Nothing's fun forever — even something as potentially carefree and frivolous as musicianship. At least that's how it started for Feldman when he met singer Dylan Rau while studying film at Wesleyan University in Connecticut. The two kindred spirits went on to form Bear Hands eight years ago. They followed fellow alums Andrew VanWyngarden and Benjamin Goldwasser (aka MGMT) into dancey college pop. They even signed to MGMT's old label, Cantora, for 2010's Burning Bush Supper Club.

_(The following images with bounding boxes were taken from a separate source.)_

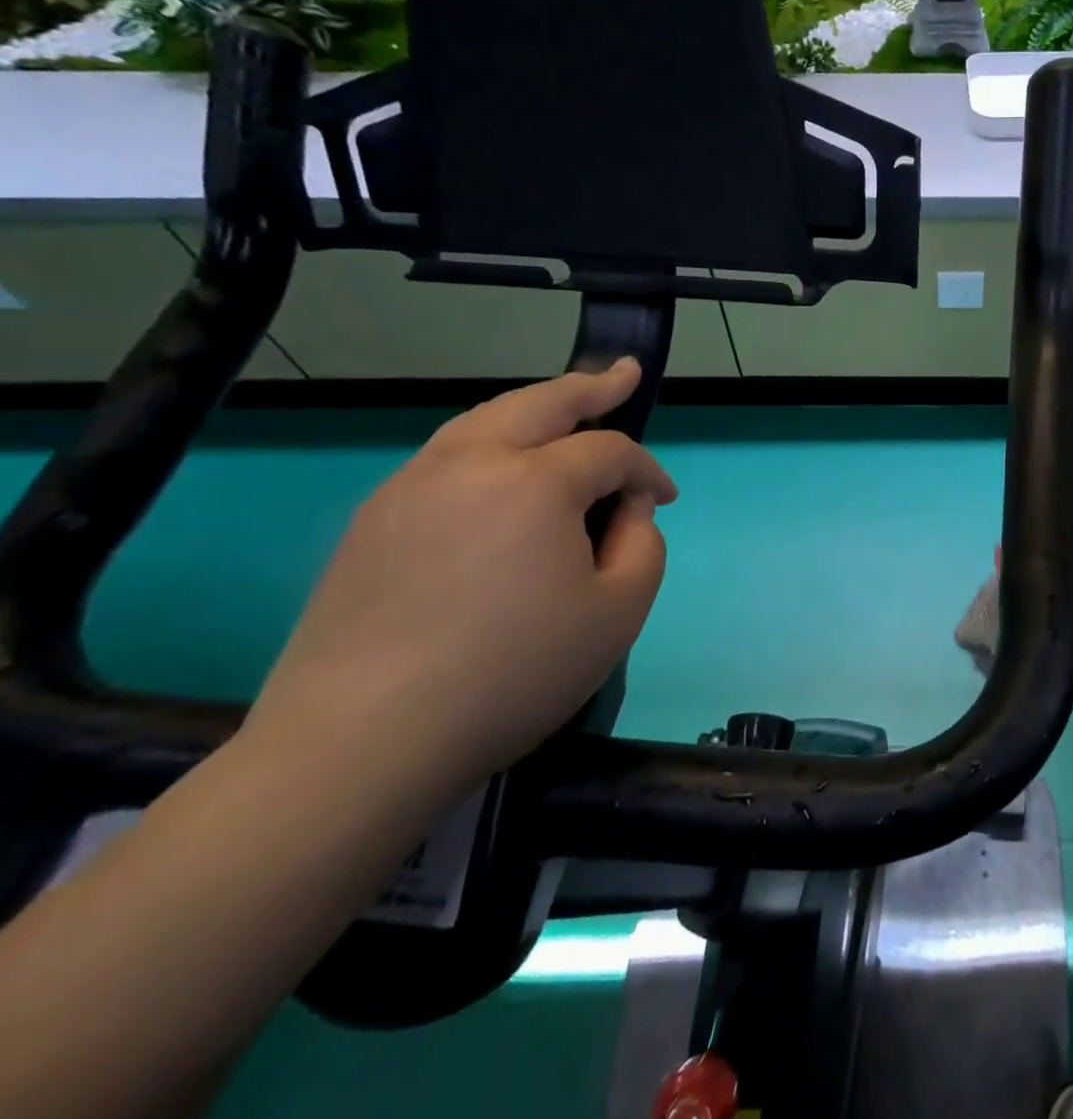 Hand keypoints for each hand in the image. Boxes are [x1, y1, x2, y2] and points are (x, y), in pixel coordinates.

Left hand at [245, 360, 677, 812]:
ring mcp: (411, 485)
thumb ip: (644, 543)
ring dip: (535, 408)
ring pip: (485, 420)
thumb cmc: (512, 674)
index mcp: (534, 482)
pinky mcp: (373, 519)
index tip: (665, 501)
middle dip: (591, 387)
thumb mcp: (619, 612)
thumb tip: (628, 508)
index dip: (647, 470)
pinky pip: (447, 456)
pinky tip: (502, 467)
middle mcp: (468, 463)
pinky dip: (490, 443)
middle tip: (624, 375)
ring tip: (567, 404)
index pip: (610, 451)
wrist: (361, 743)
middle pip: (541, 403)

"You start a band and it's the most fun thing in the world," says Feldman. "It's exactly what we all dream it's supposed to be. In some ways it still is, but you have to like, show up places and be on time. People put their money and faith in you, and then start asking questions like, 'Why haven't you put out a record?'"

Trends being what they are, waiting 3½ years between albums is less than optimal. Then again, Bear Hands weren't exactly fully functional much of that time, running through a laundry list of issues.

"It was business problems, personnel issues, having the songs together," says Feldman. "We all had to focus on our jobs to stay afloat. It was just distractions and getting frustrated with the whole operation, then coming back to it. The timing was not a priority. Until it got ridiculous."

Given the circumstances, it's not entirely surprising that the band began to feel a sense of urgency, and ended up finishing the entire album in three weeks.

"It was intentional for budgetary reasons, and also we wanted to finally make this disc," he says. "Sometimes people take too long deliberating over things that are ultimately unimportant."

While Bear Hands' nervy sound sometimes recalls post-punk, more often it sounds like Northwestern pop acts Minus the Bear and Death Cab for Cutie. Distractions is more polished than their debut album, primarily because the playing's better. But what's always been present is a gift for deceptively simple, infectious melodies.

Having survived the sophomore slump, they're not going to let the momentum flag. In fact, finding success on the brink of giving up has changed the game plan entirely.

"It is a kind of strange vindication and it's very exciting," Feldman says. "With this new lease on life, we want to make a new record and do it pronto. We already have 10 full songs we're really happy with, and that could be the next record. Once we get off tour, we're going to concentrate on writing some more.

"Beyond that, it's just trying to make the best things we can and see what comes."